Hi. My case is very different from everyone I have seen here. Anti-MAG hit me like a freight train.

In early March 2023, at age 68, my fingers went numb. I asked Google about numb fingers and it came up with “carpel tunnel”. I thought, “what a pain”, but it didn’t sound like an emergency. The next week I noticed extreme exhaustion. I went to bed an hour early each night feeling like I’d just run a marathon, even though I’d only spent the day on my PC. And I had night sweats. I would wake up sopping wet. I thought, “maybe some kind of flu”, and I waited for it to pass. The third week was the shocker. I finally got up from my computer to prune the fruit trees (late as usual). It was bizarre. I felt like I was wearing a 100 lb. lead suit. Every movement was incredibly difficult. I could barely hold my little electric chainsaw. I panicked. My mind went immediately to MS which my sister has. She is now in a wheelchair.

I called my Dr. the first of April. He ran some tests. It took a month to get a Neurology referral from him. The first of May, I talked to the Neurology office.
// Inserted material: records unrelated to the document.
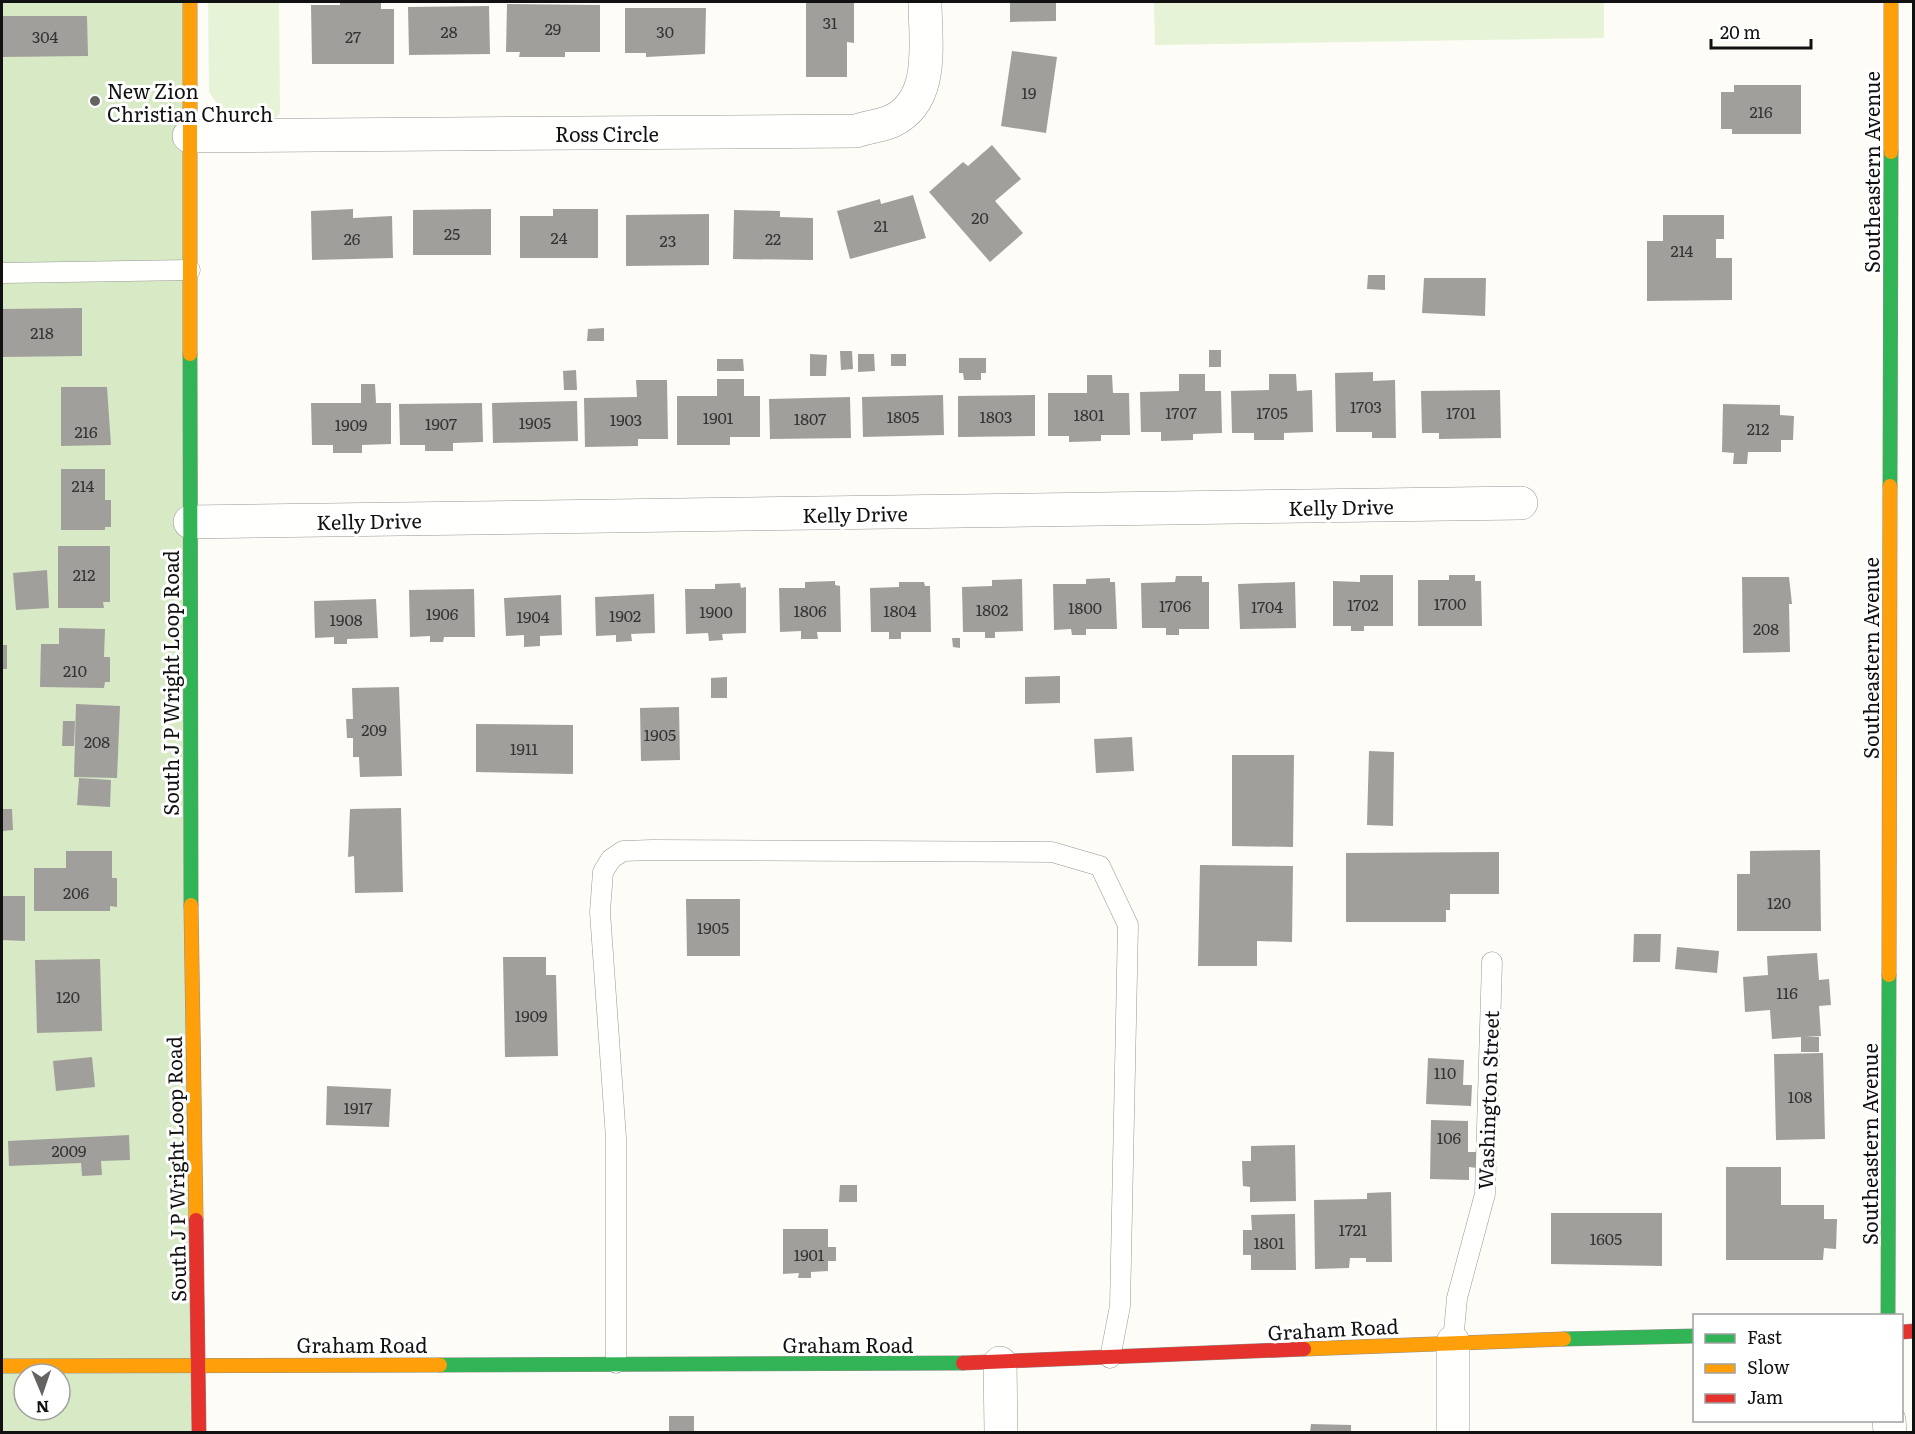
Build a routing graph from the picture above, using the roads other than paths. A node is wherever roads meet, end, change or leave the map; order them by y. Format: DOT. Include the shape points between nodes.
graph roads {
  1 [pos="190,2"];
  2 [pos="925,2"];
  3 [pos="1891,2"];
  4 [pos="189,136"];
  5 [pos="190,270"];
  6 [pos="2,273"];
  7 [pos="1521,503"];
  8 [pos="190,522"];
  9 [pos="1492,962"];
  10 [pos="1888,1314"];
  11 [pos="1693,1336"];
  12 [pos="1453,1342"];
  13 [pos="1110,1358"];
  14 [pos="616,1363"];
  15 [pos="1000,1363"];
  16 [pos="197,1364"];
  17 [pos="2,1366"];
  18 [pos="199,1432"];
  19 [pos="1001,1432"];
  20 [pos="1453,1432"];
  1 -- 4 [label="main road, South J P Wright Loop Road"];
  2 -- 4 [label="street, Ross Circle" via="925,79 913,104 893,120 856,131"];
  3 -- 10 [label="main road, Southeastern Avenue"];
  4 -- 5 [label="main road, South J P Wright Loop Road"];
  5 -- 6 [label="lane"];
  5 -- 8 [label="main road, South J P Wright Loop Road"];
  7 -- 8 [label="street, Kelly Drive"];
  8 -- 16 [label="main road, South J P Wright Loop Road"];
  9 -- 12 [label="lane, Washington Street" via="1485,1194 1457,1298"];
  11 -- 12 [label="main road, Graham Road"];
  12 -- 13 [label="main road, Graham Road"];
  12 -- 20 [label="street"];
  13 -- 14 [label="lane" via="1120,1306 1128,925 1100,866 1052,852 652,850 623,851 611,859 603,872 601,892 616,1138"];
  13 -- 15 [label="main road, Graham Road"];
  14 -- 15 [label="main road, Graham Road"];
  14 -- 16 [label="main road, Graham Road"];
  15 -- 19 [label="street"];
  16 -- 17 [label="main road, Graham Road"];
  16 -- 18 [label="main road, South J P Wright Loop Road"];
}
Their first available appointment was not till sometime in July. My heart sank. But a friend told me about GBS. That sounded a lot better than MS, so In the absence of any other information, that is what I focused on.

In May I could still walk, drive, go to the food store etc. But it was getting harder. I would park next to the cart bin, then hold on to the car or bin till I could grab a shopping cart to hold on to. Later in the month, I started having falls. If my foot would unexpectedly catch the edge of a carpet or an uneven sidewalk, I no longer had the reflexes to recover, and I would go down.

By mid-June I could not walk at all without a walker and I felt none to steady with that either. For anything over 100’ I had someone push me in a transport chair. I no longer felt safe coming down the stairs from the bedroom, so I did it on my butt. Later PT got braces for my shoes to steady my leg and they showed me how to do the stairs sideways, one step at a time, facing and holding the rail with both hands. But I only did that for Dr. appointments. So, I’m pretty much confined to my bedroom now. I slide from my bed into my computer chair in time to eat breakfast at my computer desk where I sit till after dinner, when I slide back to my bed. My fingers were so weak and uncoordinated that I could no longer operate a standard nail clipper or open a bag of potato chips. I lost hearing in my right ear. My bowels stopped working – I stopped pooping. I had to take stool softeners twice a day. I had terrible gas pains and felt bloated. My feet were swollen. I bought compression socks but was totally unable to put them on. At night my legs ached from my butt to my feet.

All this time I’d had a pretty good attitude, thinking that GBS/CIDP is treatable and completely reversible. I’d soon be back to hiking, backpacking, and cross-country skiing in the Colorado mountains. (I had some GREAT trips in 2022). This was just a bump in the road and just the chance I’d been looking for to step back and catch up on a mountain of reading and various computer projects.

My attitude abruptly changed in July. I finally met with my neurologist. After a nerve conduction study, a spinal tap, MRI scans, and endless blood tests (at least 24 tubes), by the end of July I finally had a diagnosis – anti-MAG. And the prognosis for that did not look nearly s rosey. My Dr said in 4 and a half years he’d only seen one other case. I asked how that patient did, but did not get a clear answer. I continued to deteriorate.

Mid August – I’m scheduled for my first round of rituximab next week, but after reading the studies I’m not particularly impressed with its effectiveness. My arms and fingers have reached a new level of numbness. I can no longer really type, only hunt and peck. The muscles in my arms and legs are now incredibly tight and hard to stretch. I am now closing out all my open projects as best as I can, looking for others to pass on my volunteer duties to, gathering up all my financial papers and notes for my wife, and I think it is time to register my DNR orders.

Given my rapid progression, I have to wonder what triggered it. I hope it wasn’t my UV exposure. A week before this started, I was setting up my fluorescent mineral display at our rock show. I was using our new 195-watt UV-C lamp. (UV-C is right next to X-ray on the electromagnetic spectrum). A couple of times my hands got so close to the lamp, it felt like they were being cooked from the inside. It was a strange sensation. Of course, my wife blames it all (blames everything) on the Covid vaccine (which she refused to get).